# Boarshead Cheese Smoke



## Norwester55 (Nov 11, 2020)

Splurged on some Boarshead Horseradish Cheddar and their Chipotle Gouda the other day and got around smoking it tonight. 4 lbs Chipotle and
2 lbs horseradish. 3 1/2 hrs with  pecan. I taste tasted the Boarshead HR and Cabot HR side by side and the Boarshead was quite a bit better IMO
but spendier. It has just a little more bite than Cabot.

Reviews I read regarding the Chipotle all said it was Boarshead 2nd best behind the horseradish but I really couldn't make up my mind. I'd
probably give the Chipotle the edge just because I'm a Goudaholic. They're both pretty good though.


----------



## chef jimmyj (Nov 11, 2020)

Smoked cheese is tasty but using a High Quality cheese like BH really shines...JJ


----------



## smokerjim (Nov 11, 2020)

Looks good


----------



## gmc2003 (Nov 11, 2020)

Good looking batch, I'm a big fan of horseradish.

Point for sure
Chris


----------



## chopsaw (Nov 11, 2020)

Looks good . Their horseradish cheddar is good stuff .


----------



## Norwester55 (Nov 12, 2020)

chef jimmyj said:


> Smoked cheese is tasty but using a High Quality cheese like BH really shines...JJ


It does! This is going into the private stash for sure.


smokerjim said:


> Looks good


Thanks Jim!

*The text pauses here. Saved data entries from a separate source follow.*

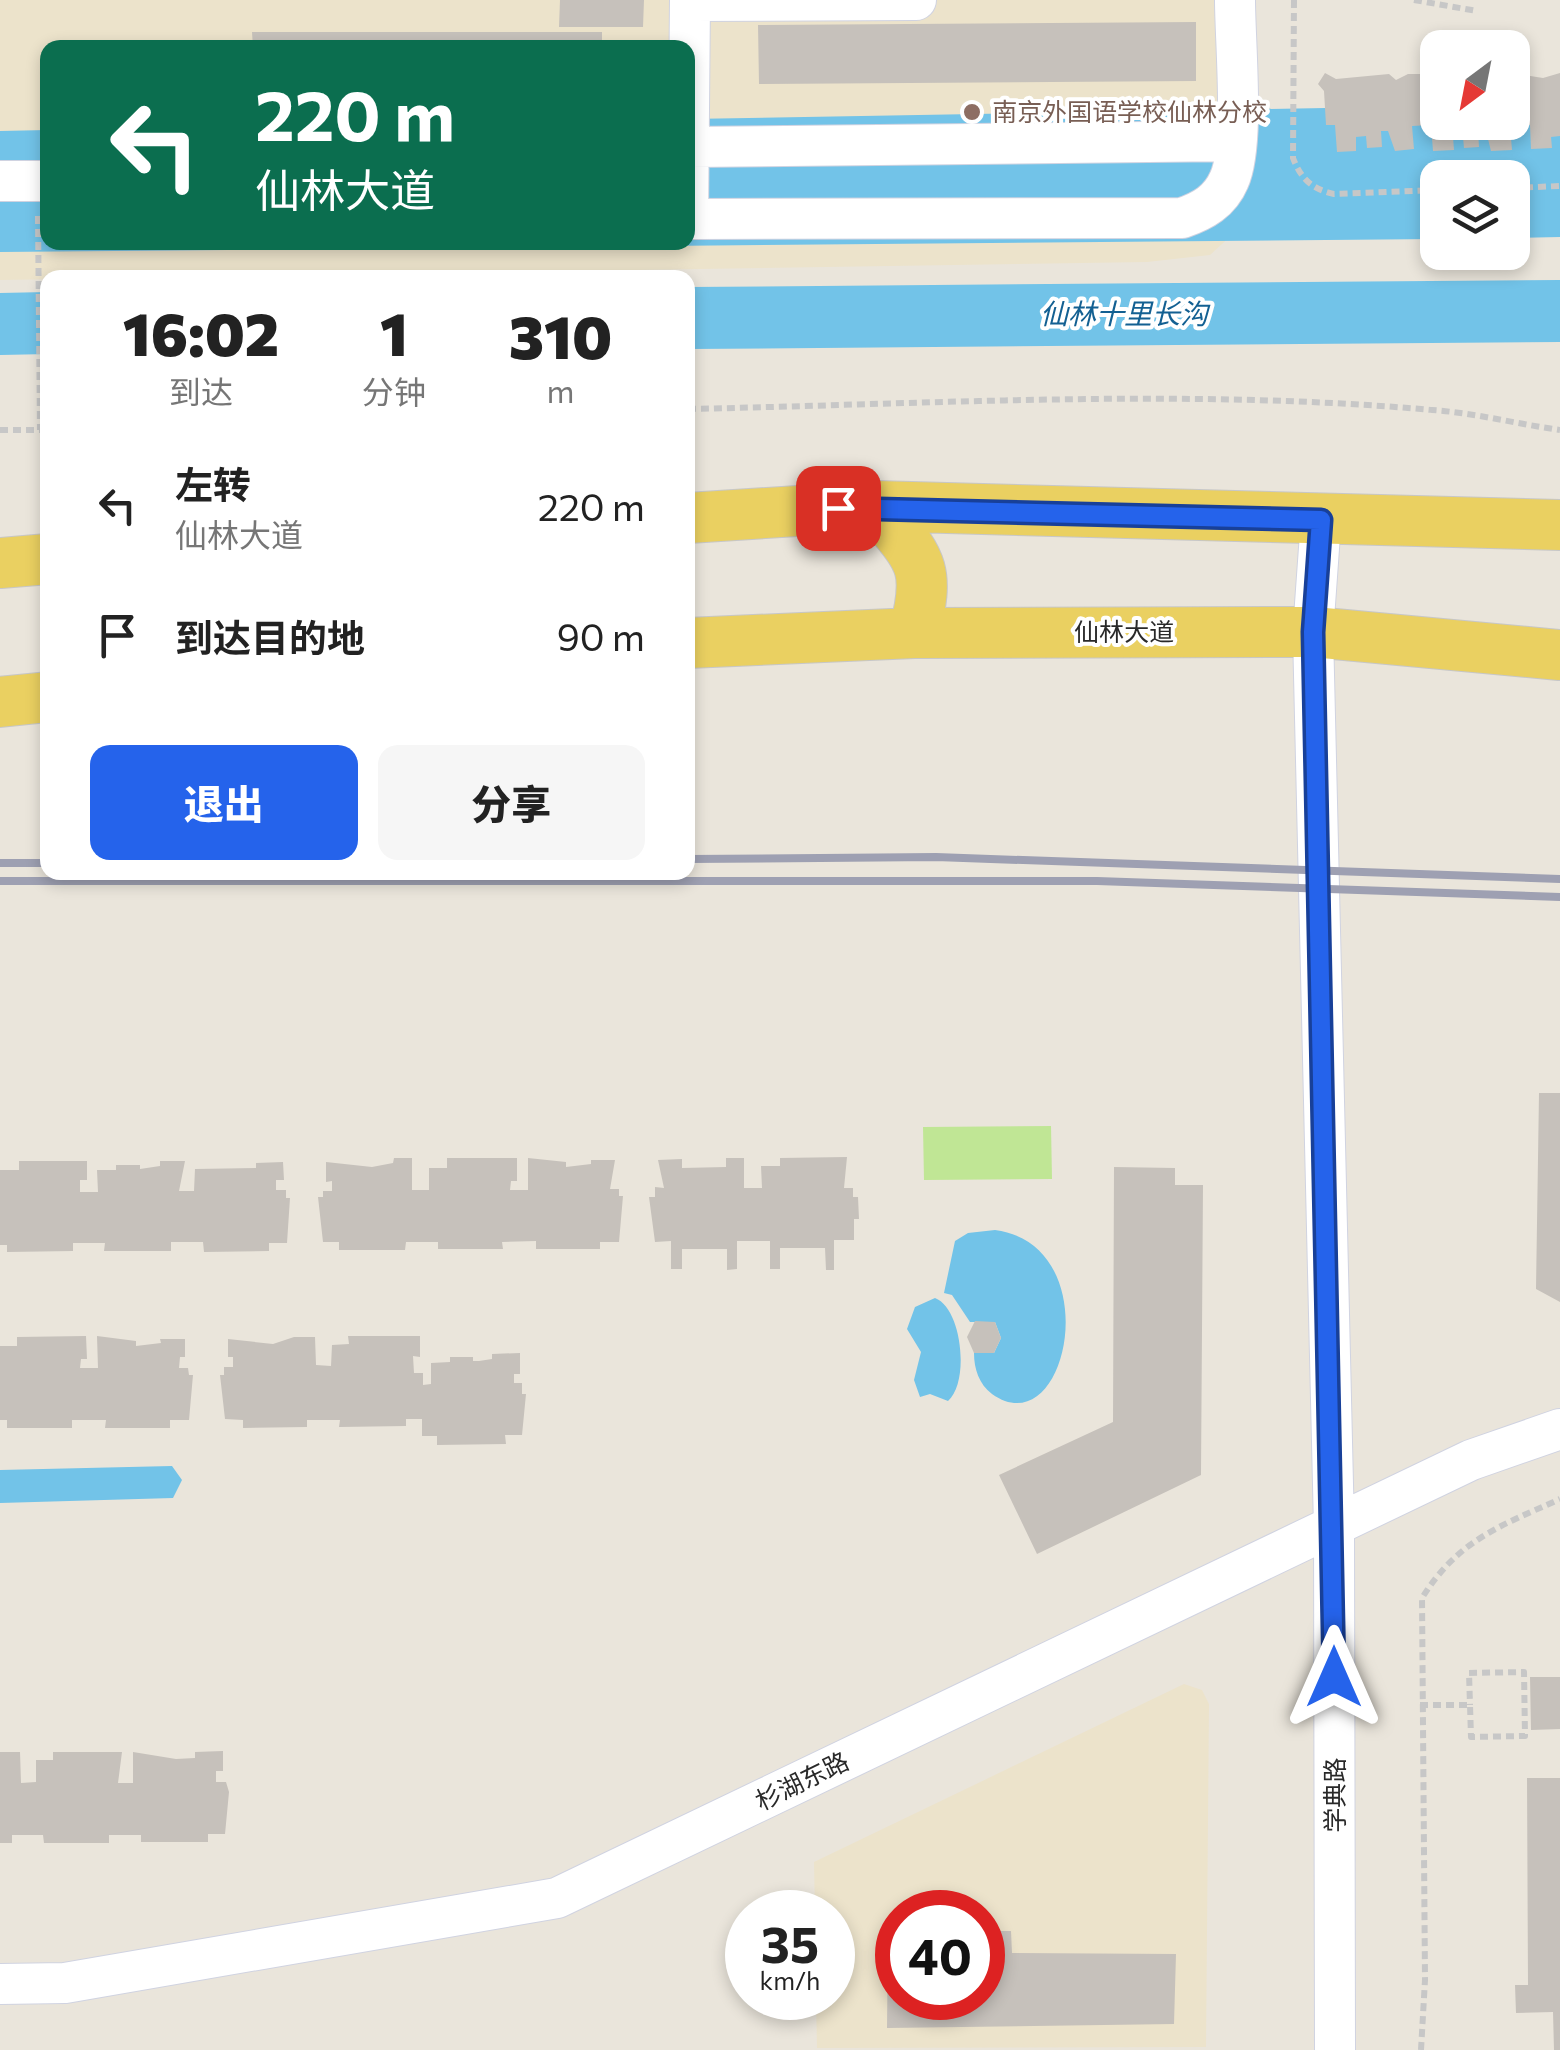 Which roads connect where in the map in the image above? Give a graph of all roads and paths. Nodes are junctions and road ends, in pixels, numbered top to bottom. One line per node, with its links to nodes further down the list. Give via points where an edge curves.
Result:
1 (916, 0): 5 (street)
2 (1235, 0): 8 (street)
3 (1294, 0): 13 (path, via 1298,172 1334,194)
4 (1414, 0): 6 (path)
5 (690, 1): 7 (street)
6 (1477, 11)
7 (690, 40)
8 (1236, 141): 9 (street); 14 (street, via 1223,191 1182,218)
9 (695, 148)
10 (28, 181): 15 (path)
11 (1560, 186): 12 (path)
12 (1530, 187)
13 (1420, 191)
14 (695, 218)
15 (40, 368)
16 (695, 409): 19 (path, via 1090,400 1336,404 1436,410)
17 (0, 430): 18 (path)
18 (40, 430)
19 (1560, 430)
20 (876, 506): 21 (main road); 22 (main road); 27 (main road, via 920,563 926,589)
21 (695, 518)
22 (1321, 520): 23 (main road); 26 (street, 学典路)
23 (1560, 526)
24 (40, 560): 25 (main road)
25 (0, 562)
26 (1313, 632): 27 (main road, 仙林大道); 29 (main road, 仙林大道); 34 (street, 学典路)
27 (914, 633): 28 (main road, 仙林大道)
28 (695, 643)
29 (1560, 655)
30 (40, 698): 31 (main road)
31 (0, 702)
32 (1560, 1430): 34 (street, 杉湖东路, via 1471,1460)
33 (1560, 1499): 36 (path, via 1477,1536 1440,1568 1422,1598)
34 (1334, 1528): 37 (street, 杉湖东路, via 558,1898 65,1984); 38 (street, 学典路)
35 (1470, 1704): 35 (path, via 1470,1736 1526,1736 1524,1672 1469,1673); 36 (path)
36 (1420, 1706): 39 (path)
37 (0, 1984)
38 (1335, 2050)
39 (1421, 2050)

That was rght out of the smoker. Covered it and left it out overnight and it darkened up a lot.


gmc2003 said:


> Good looking batch, I'm a big fan of horseradish.
> 
> Point for sure
> Chris


Thanks Chris!


chopsaw said:


> Looks good . Their horseradish cheddar is good stuff .


Thanks Rich! Try the Chipotle if you haven't already. Bout put myself in a cheese coma with it earlier.


----------



## Steve H (Nov 12, 2020)

Looks great! I'm also a fan of horseradish cheese.


----------



## SmokinAl (Nov 12, 2020)

I’m with the other guys, BH is great quality & horseradish is my favorite.
I wouldn’t share it with anyone, except my wife!
Al


----------



## Steve H (Nov 12, 2020)

SmokinAl said:


> I’m with the other guys, BH is great quality & horseradish is my favorite.
> I wouldn’t share it with anyone, except my wife!
> Al



I'm lucky. My wife doesn't like it!


----------



## Norwester55 (Nov 14, 2020)

SmokinAl said:


> I’m with the other guys, BH is great quality & horseradish is my favorite.
> I wouldn’t share it with anyone, except my wife!
> Al





Steve H said:


> I'm lucky. My wife doesn't like it!


I might give my BIL a taste of the horseradish but he's getting an A-MAZE-N tray for his birthday so he'll be on his own after that.
Other than that I know my sister wouldn't like either because "spicy". We went to the local Mexican resturant and she thought the
 (medium hot) salsa was too hot. She asked the waiter if they had any milder and he said "OK, maybe I bring you some ketchup?"   
I lol'ed!


----------